→ Data extracted from a collection
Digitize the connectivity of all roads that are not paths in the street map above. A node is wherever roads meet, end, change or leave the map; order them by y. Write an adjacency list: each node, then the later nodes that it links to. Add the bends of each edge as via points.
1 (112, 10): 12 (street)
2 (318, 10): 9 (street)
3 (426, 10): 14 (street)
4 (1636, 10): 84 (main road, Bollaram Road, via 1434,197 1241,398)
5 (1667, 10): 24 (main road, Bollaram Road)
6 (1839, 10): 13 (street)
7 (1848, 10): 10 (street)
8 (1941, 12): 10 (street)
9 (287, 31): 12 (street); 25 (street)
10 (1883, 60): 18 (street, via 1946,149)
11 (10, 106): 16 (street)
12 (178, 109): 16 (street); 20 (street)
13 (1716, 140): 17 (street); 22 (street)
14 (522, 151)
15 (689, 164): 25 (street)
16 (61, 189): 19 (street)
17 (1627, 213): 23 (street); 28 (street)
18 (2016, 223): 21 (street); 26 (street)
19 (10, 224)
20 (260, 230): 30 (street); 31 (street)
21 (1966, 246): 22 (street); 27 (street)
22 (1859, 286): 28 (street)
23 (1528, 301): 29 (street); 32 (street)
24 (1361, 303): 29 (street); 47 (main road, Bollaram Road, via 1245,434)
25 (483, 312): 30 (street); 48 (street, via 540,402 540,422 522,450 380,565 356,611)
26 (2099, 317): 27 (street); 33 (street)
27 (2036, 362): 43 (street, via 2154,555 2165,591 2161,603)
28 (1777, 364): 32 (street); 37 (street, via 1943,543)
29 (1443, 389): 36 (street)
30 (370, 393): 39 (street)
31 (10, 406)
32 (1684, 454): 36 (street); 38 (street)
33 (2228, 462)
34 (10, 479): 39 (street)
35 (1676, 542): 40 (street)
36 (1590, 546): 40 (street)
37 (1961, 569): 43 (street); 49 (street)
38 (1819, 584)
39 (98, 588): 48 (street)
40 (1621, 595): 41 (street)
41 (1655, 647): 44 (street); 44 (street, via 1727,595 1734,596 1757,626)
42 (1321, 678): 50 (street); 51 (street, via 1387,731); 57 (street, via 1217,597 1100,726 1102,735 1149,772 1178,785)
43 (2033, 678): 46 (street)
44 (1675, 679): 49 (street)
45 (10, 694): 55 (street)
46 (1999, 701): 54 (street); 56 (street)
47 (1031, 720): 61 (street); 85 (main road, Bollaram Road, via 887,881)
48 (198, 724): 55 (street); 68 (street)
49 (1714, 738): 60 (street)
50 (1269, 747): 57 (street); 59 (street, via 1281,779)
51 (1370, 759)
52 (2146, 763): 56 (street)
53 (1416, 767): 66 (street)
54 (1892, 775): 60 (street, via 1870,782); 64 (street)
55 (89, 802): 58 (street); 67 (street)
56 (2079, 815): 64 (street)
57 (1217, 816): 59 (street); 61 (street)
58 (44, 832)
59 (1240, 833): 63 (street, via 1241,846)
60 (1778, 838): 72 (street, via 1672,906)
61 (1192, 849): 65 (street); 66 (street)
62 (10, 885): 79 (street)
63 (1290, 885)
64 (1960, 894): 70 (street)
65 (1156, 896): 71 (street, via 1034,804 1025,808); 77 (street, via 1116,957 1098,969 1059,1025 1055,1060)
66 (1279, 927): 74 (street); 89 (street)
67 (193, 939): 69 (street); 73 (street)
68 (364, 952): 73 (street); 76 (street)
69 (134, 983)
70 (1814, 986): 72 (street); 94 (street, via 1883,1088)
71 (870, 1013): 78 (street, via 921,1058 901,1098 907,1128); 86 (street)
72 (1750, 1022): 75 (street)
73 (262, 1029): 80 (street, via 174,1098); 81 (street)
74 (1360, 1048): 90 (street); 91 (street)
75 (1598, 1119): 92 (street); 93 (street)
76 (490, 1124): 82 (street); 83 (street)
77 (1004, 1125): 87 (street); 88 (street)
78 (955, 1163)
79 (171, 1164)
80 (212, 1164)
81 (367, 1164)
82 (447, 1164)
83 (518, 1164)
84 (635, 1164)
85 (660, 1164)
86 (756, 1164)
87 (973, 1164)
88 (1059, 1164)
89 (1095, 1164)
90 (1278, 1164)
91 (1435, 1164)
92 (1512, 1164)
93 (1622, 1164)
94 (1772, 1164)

→ What is needed
Look through the data above for the string "main" and copy every line where it appears.

→ Finished exercise
4 (1636, 10): 84 (main road, Bollaram Road, via 1434,197 1241,398)
5 (1667, 10): 24 (main road, Bollaram Road)
24 (1361, 303): 29 (street); 47 (main road, Bollaram Road, via 1245,434)
47 (1031, 720): 61 (street); 85 (main road, Bollaram Road, via 887,881)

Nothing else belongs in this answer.